Come si spiega allora questo paradosso (che io condivido), potremmo dire anche questa contraddizione, evidente nelle parole di Recalcati?

Come posso promettere amore eterno, addirittura sostenere che l’amore non è vero amore se non è eterno (almeno nelle intenzioni), se poi molti, tanti, esiti amorosi sembrano contraddire questa realtà, la realtà dell’ “amore per sempre”?

Recalcati la risolve così: la persona che ad un certo punto della relazione dice “non ti amo più” non è la stessa persona che in un tempo precedente, più o meno remoto, aveva detto “ti amerò per sempre”.

Non è la stessa persona. Perché ognuno di noi col tempo cambia, non rimane mai la stessa persona.

Questa cosa l’aveva già sostenuta, come tutti sappiamo, a suo tempo Eraclito, affermando come l’uomo non potesse “mai fare la stessa esperienza per due volte, giacché ogni ente, nella sua realtà apparente, è sottoposto alla legge inesorabile del mutamento”.

E, però, a me sembra, francamente, che la soluzione trovata da Recalcati sia piuttosto debole, che nasconda un trucco, un trucco logico-dialettico.

Infatti, è senz’altro vero che, nel momento in cui giuro alla mia amata amore eterno, io sono del tutto sincero. E, quindi, nessuno potrà accusarmi di essere stato spergiuro, quando e se il mio amore ad un certo punto dovesse esaurirsi.

Però è anche vero (a meno di non essere ammalato di infantilismo o di vivere nelle nuvole o, peggio, di confondere la realtà con la pura e sdolcinata retorica romantica) che, nel momento in cui dico “ti amerò per sempre”, io sono perfettamente consapevole che nulla e nessuno potrà garantire che i miei sentimenti rimangano intatti nel tempo; addirittura eterni.

Allora, forse, non sarebbe più onesto e corretto dire al proprio amato, nel momento in cui gli/le si dichiara il proprio amore, parole diverse dalle classiche e un po’ retoriche “Ti amerò per sempre!”?

Ad esempio, parole come queste: “Io in questo momento ti amo con tutto il mio cuore, tutte le mie forze e tutta la mia intelligenza.

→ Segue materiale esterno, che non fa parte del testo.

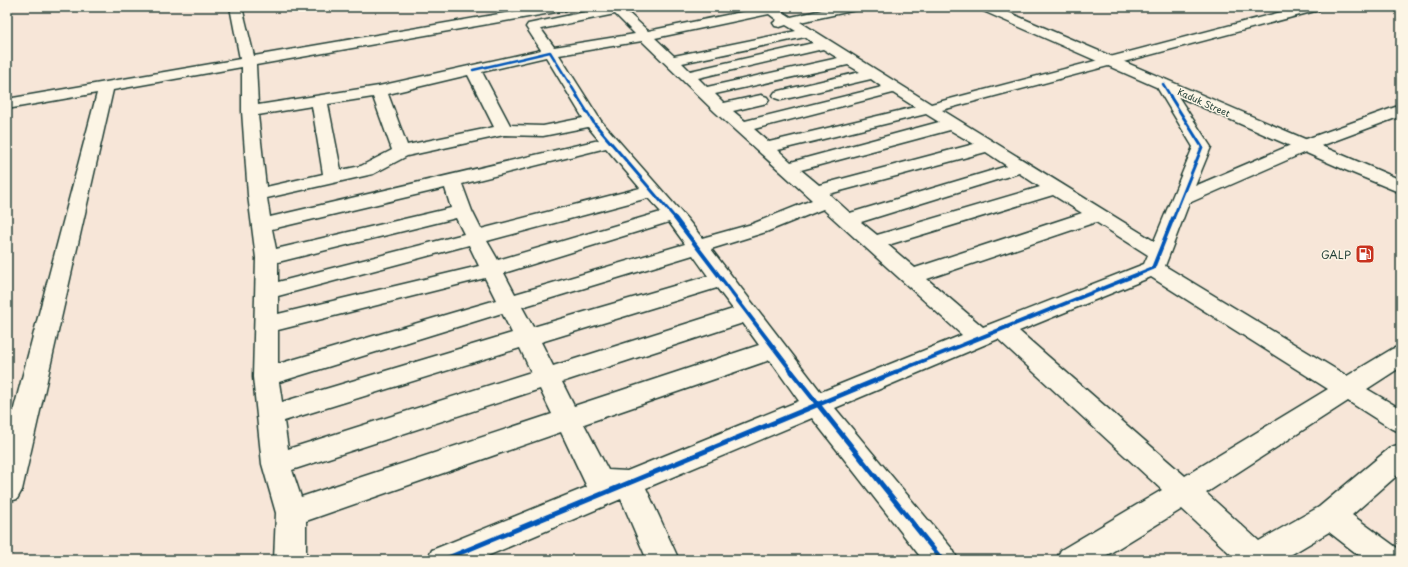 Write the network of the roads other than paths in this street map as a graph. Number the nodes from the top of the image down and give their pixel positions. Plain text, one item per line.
1 (236, 7) edge
2 (562, 7) edge
3 (852, 7) edge
4 (985, 7) edge
5 (1315, 7) edge
6 (768, 8) edge
7 (617, 9) edge
8 (788, 21) junction
9 (765, 26) dead end
10 (806, 32) junction
11 (655, 39) junction
12 (825, 44) junction
13 (550, 52) junction
14 (850, 60) junction
15 (1113, 61) junction
16 (249, 63) junction
17 (473, 70) junction
18 (873, 74) junction
19 (688, 76) junction
20 (1163, 84) junction
21 (106, 87) junction
22 (895, 88) junction
23 (379, 91) junction
24 (704, 92) junction
25 (781, 95) dead end
26 (319, 100) junction
27 (761, 100) dead end
28 (7, 104) edge
29 (721, 109) junction
30 (929, 109) junction
31 (1401, 110) edge
32 (250, 111) junction
33 (593, 121) junction
34 (952, 124) junction
35 (741, 127) junction
36 (504, 130) junction
37 (610, 142) junction
38 (988, 146) junction
39 (1304, 146) junction
40 (766, 148) junction
41 (401, 152) junction
42 (1022, 167) junction
43 (788, 168) junction
44 (333, 177) junction
45 (452, 182) junction
46 (1401, 187) edge
47 (1055, 188) junction
48 (652, 191) junction
49 (257, 195) junction
50 (821, 197) junction
51 (1180, 200) junction
52 (462, 211) junction
53 (673, 215) junction
54 (1098, 215) junction
55 (847, 220) junction
56 (262, 225) junction
57 (476, 238) junction
58 (872, 243) junction
59 (697, 246) junction
60 (267, 258) junction
61 (1156, 260) junction
62 (492, 269) junction
63 (911, 277) junction
64 (721, 279) junction
65 (267, 292) junction
66 (509, 303) junction
67 (747, 313) junction
68 (267, 325) junction
69 (991, 333) junction
70 (526, 338) junction
71 (774, 349) junction
72 (1401, 355) edge
73 (266, 377) junction
74 (546, 377) junction
75 (1347, 389) junction
76 (817, 406) junction
77 (271, 415) junction
78 (568, 419) junction
79 (1401, 422) edge
80 (1401, 455) edge
81 (276, 464) junction
82 (629, 483) junction
83 (7, 490) edge
84 (1184, 492) junction
85 (291, 513) junction
86 (1330, 516) junction
87 (452, 558) edge
88 (1257, 559) edge
89 (290, 560) edge
90 (663, 560) edge
91 (942, 560) edge
92 (1072, 560) edge
93 (1389, 560) edge

1 - 16 street
2 - 16 street
3 - 8 street
4 - 15 street, Kaduk Street
5 - 15 street
6 - 8 street
6 - 11 street
7 - 11 street
7 - 13 street
8 - 9 street
8 - 10 street
10 - 11 street
10 - 12 street
11 - 13 street
11 - 19 street
12 - 14 street
12 - 19 street
13 - 17 street
13 - 33 street
14 - 18 street
14 - 24 street
15 - 20 street, Kaduk Street
15 - 30 street
16 - 21 street
16 - 32 street
17 - 23 street
17 - 36 street
18 - 22 street
18 - 25 street
19 - 24 street
20 - 39 street, Kaduk Street
20 - 51 street
21 - 28 street
21 - 83 street
22 - 30 street
22 - 35 street
23 - 26 street
23 - 41 street
24 - 29 street
26 - 32 street
26 - 44 street
27 - 29 street
29 - 35 street
30 - 34 street
30 - 40 street
31 - 39 street
32 - 49 street
33 - 36 street
33 - 37 street
34 - 38 street
34 - 43 street
35 - 40 street
36 - 41 street
37 - 45 street
37 - 48 street
38 - 42 street
38 - 50 street
39 - 46 street, Kaduk Street
39 - 51 street
40 - 43 street
41 - 44 street
42 - 47 street
42 - 55 street
43 - 50 street
44 - 49 street
45 - 52 street
45 - 56 street
47 - 54 street
47 - 58 street
48 - 53 street
48 - 57 street
49 - 56 street
50 - 55 street
50 - 59 street
51 - 61 street
52 - 57 street
52 - 60 street
53 - 59 street
53 - 62 street
54 - 61 street
54 - 63 street
55 - 58 street
56 - 60 street
57 - 62 street
57 - 65 street
58 - 63 street
59 - 64 street
59 - 66 street
60 - 65 street
61 - 69 street
61 - 75 street
62 - 66 street
62 - 68 street
63 - 69 street
64 - 67 street
64 - 70 street
65 - 68 street
66 - 70 street
66 - 73 street
67 - 71 street
67 - 74 street
68 - 73 street
69 - 76 street
69 - 84 street
70 - 74 street
70 - 77 street
71 - 76 street
71 - 78 street
72 - 75 street
73 - 77 street
74 - 78 street
74 - 81 street
75 - 79 street
75 - 84 street
76 - 82 street
76 - 91 street
77 - 81 street
78 - 82 street
78 - 85 street
80 - 86 street
81 - 85 street
82 - 87 street
82 - 90 street
84 - 88 street
84 - 92 street
85 - 89 street
86 - 88 street
86 - 93 street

E farò di tutto per non far sfiorire, depauperare, distruggere, evaporare, lo stato dell’anima, che in questo momento sto provando.

Non ti giuro, però, amore eterno, perché non posso giurare su quello che mi accadrà e su quello che sarò in futuro.

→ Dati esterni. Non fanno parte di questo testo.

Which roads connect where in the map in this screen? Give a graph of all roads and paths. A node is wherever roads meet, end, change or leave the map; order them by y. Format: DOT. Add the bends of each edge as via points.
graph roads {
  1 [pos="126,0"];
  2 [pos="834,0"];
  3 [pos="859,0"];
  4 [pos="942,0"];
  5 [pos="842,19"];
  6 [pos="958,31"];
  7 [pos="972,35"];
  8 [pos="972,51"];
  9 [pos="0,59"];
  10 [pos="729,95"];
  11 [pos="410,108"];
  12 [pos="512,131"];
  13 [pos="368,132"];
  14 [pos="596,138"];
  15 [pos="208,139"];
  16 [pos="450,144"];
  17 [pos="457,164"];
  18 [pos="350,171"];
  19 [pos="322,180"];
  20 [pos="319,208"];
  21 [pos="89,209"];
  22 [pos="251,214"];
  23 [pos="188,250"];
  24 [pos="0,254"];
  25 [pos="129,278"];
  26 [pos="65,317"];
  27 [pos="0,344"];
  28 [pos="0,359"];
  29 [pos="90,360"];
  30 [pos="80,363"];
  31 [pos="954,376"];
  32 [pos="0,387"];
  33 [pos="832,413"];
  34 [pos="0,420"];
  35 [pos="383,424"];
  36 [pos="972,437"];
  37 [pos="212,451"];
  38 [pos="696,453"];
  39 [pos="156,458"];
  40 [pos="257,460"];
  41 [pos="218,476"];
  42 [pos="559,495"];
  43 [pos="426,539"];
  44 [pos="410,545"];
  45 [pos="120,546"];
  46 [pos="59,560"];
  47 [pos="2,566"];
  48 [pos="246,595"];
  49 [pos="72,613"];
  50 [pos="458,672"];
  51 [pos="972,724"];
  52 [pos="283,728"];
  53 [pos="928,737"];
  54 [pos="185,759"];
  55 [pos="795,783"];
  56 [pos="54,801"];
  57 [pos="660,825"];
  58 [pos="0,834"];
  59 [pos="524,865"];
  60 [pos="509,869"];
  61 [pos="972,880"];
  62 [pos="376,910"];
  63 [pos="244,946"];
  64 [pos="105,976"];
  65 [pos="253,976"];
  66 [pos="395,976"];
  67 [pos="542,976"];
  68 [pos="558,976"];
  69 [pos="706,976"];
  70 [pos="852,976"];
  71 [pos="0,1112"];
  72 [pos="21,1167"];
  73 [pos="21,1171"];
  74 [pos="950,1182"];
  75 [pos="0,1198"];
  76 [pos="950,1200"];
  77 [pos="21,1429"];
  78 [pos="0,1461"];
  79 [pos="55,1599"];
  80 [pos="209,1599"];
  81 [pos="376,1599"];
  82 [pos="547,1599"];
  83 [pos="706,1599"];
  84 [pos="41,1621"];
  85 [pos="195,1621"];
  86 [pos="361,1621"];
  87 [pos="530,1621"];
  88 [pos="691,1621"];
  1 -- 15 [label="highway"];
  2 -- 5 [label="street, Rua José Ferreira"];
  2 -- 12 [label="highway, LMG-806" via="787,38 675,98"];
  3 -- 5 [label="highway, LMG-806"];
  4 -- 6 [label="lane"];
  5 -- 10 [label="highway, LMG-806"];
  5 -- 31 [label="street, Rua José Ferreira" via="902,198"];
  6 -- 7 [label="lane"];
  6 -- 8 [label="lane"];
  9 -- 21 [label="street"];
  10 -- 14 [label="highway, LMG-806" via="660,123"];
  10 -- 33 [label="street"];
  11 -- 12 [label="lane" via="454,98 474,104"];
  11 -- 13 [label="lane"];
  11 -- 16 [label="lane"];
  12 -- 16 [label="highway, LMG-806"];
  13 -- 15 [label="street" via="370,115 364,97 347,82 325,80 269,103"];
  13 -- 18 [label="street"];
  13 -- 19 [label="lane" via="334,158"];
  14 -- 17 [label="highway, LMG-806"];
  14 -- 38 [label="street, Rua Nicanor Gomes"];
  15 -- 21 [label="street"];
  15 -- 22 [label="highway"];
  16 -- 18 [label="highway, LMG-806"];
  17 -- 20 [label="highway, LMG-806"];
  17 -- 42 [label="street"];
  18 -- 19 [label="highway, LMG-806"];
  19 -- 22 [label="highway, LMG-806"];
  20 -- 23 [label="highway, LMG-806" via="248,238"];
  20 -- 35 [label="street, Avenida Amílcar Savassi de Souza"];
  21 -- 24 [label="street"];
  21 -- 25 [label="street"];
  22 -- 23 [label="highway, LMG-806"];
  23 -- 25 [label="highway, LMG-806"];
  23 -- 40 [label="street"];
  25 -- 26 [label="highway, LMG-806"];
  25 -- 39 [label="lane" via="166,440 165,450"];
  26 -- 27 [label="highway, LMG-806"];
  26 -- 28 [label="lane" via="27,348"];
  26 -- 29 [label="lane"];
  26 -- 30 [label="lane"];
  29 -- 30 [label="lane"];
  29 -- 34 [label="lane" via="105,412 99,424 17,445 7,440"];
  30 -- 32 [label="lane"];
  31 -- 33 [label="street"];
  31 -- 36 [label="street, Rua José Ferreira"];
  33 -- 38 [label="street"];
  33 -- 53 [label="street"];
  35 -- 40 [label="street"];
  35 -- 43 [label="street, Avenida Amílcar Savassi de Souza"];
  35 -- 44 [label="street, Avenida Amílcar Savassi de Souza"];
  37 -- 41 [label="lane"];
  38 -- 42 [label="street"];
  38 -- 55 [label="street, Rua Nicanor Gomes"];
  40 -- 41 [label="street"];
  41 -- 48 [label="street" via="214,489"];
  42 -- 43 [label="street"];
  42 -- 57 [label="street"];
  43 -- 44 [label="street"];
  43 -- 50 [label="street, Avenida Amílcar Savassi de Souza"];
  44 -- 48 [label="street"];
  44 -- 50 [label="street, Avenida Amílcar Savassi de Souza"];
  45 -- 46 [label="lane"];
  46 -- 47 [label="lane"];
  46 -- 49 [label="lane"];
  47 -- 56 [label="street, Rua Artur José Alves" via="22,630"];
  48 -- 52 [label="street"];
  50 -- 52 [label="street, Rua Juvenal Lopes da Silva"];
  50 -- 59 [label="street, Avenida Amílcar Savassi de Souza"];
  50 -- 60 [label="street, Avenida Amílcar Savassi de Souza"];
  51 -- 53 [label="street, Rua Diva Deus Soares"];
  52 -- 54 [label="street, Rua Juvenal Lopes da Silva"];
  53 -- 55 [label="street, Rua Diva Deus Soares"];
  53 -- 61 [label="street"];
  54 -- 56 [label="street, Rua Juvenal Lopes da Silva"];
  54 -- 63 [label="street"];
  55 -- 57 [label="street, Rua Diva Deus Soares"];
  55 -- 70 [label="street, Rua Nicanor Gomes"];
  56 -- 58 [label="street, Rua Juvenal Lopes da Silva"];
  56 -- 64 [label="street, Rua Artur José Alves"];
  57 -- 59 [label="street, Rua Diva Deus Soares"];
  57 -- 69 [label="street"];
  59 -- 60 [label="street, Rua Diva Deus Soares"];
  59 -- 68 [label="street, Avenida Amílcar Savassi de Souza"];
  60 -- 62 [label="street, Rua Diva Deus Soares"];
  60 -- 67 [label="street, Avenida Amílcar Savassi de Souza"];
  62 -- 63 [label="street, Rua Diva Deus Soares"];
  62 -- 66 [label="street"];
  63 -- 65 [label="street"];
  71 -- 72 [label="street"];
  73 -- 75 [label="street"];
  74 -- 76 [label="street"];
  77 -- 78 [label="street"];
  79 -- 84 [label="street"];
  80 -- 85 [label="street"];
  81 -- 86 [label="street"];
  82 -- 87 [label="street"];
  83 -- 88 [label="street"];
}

Posso solo prometterti che, se il sentimento di amore che in questo momento provo per te dovesse venire meno, non verrà meno il profondo rispetto che provo assieme all’amore e che ti dovrò anche se e quando dovesse venir meno l’amore.

Sarò sempre sincero con te e mai ti ingannerò sullo stato reale della nostra relazione.

Tu saprai sempre da me cosa io provo realmente verso di te, fosse anche il venir meno dell’amore che in questo momento provo per te”.

Mi rendo perfettamente conto e sono pienamente consapevole che questa dichiarazione è molto meno romantica, nel senso di emotivamente coinvolgente, anzi travolgente, e che soprattutto non ha l’efficacia sintetica, direi da “baci Perugina”, di quella che si esprime nella frase classica “Ti amerò per sempre!”.

E, tuttavia, ritengo che essa sia molto più realistica e, quindi, matura, vera e responsabile di quella classica, romantica dell’amore per sempre.

E riesca a conciliare il naturale, istintivo, desiderio di durata che ognuno di noi (compreso il sottoscritto) sinceramente vorrebbe dare al proprio sentimento d’amore, quando esso nasce, con la consapevolezza della sua inevitabile e strutturale precarietà: la precarietà intrinseca in tutto ciò che è umano.